Anpassung wäre der Weg, aber für welchen Preis?
An manchen Tagen möchte sie nur schreien. Vielleicht hört ja jenseits von hier einer ihren Ruf und reicht ihr die Hand.
Komm tanze mit mir im Traum einen Tango – ich will Leben spüren, hier ist alles so frostig. Fahr mit mir nach Andalusien. Schwarze Tuschzeichen sammeln sich auf Chinarot und im Rhythmus des Tango lebt wieder mein Blut.
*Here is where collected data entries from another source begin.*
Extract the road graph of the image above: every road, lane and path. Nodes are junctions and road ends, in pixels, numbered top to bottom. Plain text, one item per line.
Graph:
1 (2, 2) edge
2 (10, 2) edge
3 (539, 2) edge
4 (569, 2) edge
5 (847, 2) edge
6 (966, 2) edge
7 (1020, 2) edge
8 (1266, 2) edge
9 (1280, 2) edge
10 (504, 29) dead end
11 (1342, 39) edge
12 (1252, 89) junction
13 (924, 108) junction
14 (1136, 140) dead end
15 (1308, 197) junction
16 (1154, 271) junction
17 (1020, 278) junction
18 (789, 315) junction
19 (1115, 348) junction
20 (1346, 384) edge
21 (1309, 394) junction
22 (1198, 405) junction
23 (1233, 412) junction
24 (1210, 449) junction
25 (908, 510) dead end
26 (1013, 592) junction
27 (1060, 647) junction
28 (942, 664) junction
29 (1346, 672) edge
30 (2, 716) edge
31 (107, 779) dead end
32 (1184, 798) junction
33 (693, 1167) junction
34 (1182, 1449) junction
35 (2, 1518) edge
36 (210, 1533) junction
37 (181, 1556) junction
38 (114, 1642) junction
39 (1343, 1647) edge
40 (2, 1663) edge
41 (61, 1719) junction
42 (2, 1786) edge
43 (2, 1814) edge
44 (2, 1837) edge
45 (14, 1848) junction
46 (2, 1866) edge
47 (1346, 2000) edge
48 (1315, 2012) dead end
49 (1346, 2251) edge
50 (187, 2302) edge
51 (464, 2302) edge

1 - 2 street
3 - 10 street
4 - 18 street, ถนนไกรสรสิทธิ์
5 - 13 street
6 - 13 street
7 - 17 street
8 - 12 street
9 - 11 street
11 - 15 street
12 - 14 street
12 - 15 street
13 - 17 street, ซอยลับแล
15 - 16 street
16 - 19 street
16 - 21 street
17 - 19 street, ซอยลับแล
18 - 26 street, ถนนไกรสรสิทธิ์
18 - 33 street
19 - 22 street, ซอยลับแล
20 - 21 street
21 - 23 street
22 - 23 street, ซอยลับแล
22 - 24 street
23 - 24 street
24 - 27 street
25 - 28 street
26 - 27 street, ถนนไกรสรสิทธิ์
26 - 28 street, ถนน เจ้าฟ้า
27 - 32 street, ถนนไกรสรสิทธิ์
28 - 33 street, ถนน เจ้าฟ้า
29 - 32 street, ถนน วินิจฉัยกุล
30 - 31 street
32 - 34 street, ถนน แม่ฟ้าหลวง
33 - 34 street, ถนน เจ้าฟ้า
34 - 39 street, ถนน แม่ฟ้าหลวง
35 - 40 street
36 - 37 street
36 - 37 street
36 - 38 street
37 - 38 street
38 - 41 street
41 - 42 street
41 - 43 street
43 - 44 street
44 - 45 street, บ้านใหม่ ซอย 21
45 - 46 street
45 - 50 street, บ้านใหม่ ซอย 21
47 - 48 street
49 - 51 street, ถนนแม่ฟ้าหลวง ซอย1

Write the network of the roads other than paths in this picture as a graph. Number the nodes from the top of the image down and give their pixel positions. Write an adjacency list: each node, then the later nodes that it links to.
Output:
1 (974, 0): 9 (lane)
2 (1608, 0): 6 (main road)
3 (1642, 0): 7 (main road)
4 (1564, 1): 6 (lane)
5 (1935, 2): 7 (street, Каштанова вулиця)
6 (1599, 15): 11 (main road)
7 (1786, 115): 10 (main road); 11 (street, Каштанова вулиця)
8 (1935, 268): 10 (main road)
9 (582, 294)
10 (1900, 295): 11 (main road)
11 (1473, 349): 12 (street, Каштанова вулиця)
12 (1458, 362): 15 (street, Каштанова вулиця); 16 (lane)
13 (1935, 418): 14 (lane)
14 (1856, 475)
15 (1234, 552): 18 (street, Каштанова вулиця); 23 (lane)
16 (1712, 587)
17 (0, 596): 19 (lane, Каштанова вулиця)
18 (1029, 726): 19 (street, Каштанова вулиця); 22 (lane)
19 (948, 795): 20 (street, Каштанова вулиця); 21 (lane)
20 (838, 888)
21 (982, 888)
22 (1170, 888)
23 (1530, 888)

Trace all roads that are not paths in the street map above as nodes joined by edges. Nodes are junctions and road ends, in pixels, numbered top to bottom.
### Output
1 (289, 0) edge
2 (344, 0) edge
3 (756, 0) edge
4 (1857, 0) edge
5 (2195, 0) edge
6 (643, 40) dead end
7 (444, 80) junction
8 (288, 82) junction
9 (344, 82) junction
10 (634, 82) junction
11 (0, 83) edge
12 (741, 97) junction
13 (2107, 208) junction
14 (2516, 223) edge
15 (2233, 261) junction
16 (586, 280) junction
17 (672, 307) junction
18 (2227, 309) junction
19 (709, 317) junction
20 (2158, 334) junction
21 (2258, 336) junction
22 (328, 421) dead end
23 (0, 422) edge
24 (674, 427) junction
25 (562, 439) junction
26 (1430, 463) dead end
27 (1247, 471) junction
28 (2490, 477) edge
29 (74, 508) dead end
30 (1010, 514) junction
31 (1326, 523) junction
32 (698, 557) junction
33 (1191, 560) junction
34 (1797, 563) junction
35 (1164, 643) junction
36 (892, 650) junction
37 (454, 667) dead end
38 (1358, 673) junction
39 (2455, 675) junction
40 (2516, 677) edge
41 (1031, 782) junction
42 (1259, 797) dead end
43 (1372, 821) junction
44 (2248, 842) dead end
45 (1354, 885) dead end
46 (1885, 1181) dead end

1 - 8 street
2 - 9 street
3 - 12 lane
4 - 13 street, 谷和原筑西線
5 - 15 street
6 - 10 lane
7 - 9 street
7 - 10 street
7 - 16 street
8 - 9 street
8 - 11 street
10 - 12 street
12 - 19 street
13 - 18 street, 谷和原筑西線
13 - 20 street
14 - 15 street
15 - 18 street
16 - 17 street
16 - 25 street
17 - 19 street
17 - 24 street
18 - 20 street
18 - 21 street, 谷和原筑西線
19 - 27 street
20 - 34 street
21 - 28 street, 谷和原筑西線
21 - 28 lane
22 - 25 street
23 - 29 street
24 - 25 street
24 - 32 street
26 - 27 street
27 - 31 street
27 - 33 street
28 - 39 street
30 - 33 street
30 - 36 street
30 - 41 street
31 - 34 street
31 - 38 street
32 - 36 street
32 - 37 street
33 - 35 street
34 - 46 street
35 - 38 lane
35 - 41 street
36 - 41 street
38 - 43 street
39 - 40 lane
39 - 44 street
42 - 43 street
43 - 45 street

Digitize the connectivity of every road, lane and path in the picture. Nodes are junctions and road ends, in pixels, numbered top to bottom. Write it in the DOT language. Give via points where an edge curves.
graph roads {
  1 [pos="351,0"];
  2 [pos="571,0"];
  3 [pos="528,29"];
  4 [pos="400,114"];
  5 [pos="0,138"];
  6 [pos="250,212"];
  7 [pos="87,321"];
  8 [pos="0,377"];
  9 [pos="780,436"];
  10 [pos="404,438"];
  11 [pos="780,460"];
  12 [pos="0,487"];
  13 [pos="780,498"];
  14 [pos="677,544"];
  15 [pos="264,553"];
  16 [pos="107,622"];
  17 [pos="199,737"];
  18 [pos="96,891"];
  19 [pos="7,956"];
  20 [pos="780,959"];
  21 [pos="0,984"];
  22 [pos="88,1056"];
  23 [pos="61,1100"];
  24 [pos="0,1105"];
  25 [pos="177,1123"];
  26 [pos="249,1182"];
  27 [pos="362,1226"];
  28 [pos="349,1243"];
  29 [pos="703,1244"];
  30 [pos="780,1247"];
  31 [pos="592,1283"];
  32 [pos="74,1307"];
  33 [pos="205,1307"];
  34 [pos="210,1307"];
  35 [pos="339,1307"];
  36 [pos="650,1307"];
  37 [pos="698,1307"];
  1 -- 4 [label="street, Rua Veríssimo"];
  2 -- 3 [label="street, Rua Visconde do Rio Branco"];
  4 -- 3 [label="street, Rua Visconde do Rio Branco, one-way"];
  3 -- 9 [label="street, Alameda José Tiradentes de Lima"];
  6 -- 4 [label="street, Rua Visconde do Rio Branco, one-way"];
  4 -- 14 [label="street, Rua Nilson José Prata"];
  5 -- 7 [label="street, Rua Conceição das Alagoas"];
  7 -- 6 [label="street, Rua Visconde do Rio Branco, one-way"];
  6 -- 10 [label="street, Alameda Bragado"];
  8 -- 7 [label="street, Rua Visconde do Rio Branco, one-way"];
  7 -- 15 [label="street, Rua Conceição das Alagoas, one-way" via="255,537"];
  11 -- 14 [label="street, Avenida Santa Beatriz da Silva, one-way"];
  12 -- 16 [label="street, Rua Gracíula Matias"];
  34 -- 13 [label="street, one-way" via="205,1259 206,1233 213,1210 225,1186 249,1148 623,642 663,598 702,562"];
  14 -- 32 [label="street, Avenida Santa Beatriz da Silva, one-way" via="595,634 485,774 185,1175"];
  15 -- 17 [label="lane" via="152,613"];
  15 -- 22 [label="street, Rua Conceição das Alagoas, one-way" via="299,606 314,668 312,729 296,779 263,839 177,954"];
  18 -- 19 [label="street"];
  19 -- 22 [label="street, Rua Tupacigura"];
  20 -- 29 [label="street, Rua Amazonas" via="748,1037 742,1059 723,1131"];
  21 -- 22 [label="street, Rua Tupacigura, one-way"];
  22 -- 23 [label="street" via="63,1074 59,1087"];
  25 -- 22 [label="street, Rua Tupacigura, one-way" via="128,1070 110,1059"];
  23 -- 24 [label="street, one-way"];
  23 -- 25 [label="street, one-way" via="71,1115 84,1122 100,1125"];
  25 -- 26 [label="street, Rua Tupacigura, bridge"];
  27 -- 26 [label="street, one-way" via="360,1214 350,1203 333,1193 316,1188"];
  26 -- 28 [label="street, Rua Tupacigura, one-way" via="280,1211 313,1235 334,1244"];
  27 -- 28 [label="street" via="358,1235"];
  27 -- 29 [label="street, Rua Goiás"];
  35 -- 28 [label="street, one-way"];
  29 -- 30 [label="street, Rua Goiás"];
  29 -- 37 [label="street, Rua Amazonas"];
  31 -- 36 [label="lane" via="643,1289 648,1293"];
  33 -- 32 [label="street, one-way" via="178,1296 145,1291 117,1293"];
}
Vielleicht mein Freund sollte ich die Seile abbauen, mich auf Wanderschaft begeben und nach einem passenderem Platz Ausschau halten.
Auf dem Seil bin ich sicher, und aufhängen kann ich es überall. Ich sehe ein kleines Mädchen mit rotem Sonnenschirm. Es tänzelt durch den Regen – ich liebe diese Tuschezeichnung des Malers Zeng Mi – leicht sieht es aus, doch der Weg, der sich durch graue Häuserschluchten mit blicklosen Augenfenstern schlängelt, führt ins Nichts.
Abgründiges, im Nebel versunken ist noch nicht auszuloten. Manche Gemälde vergisst man nie, dieses begegnet mir sogar im Traum. Wenn ich es im Museum betrachte, ist es, als würde ich eine alten Freundin treffen – eine von der Sorte, die man nur in großen Abständen sieht – und immer ist da gleich die Nähe und die verflossene Zeit hat nichts verändert – genauso geht es mir mit diesem Bild.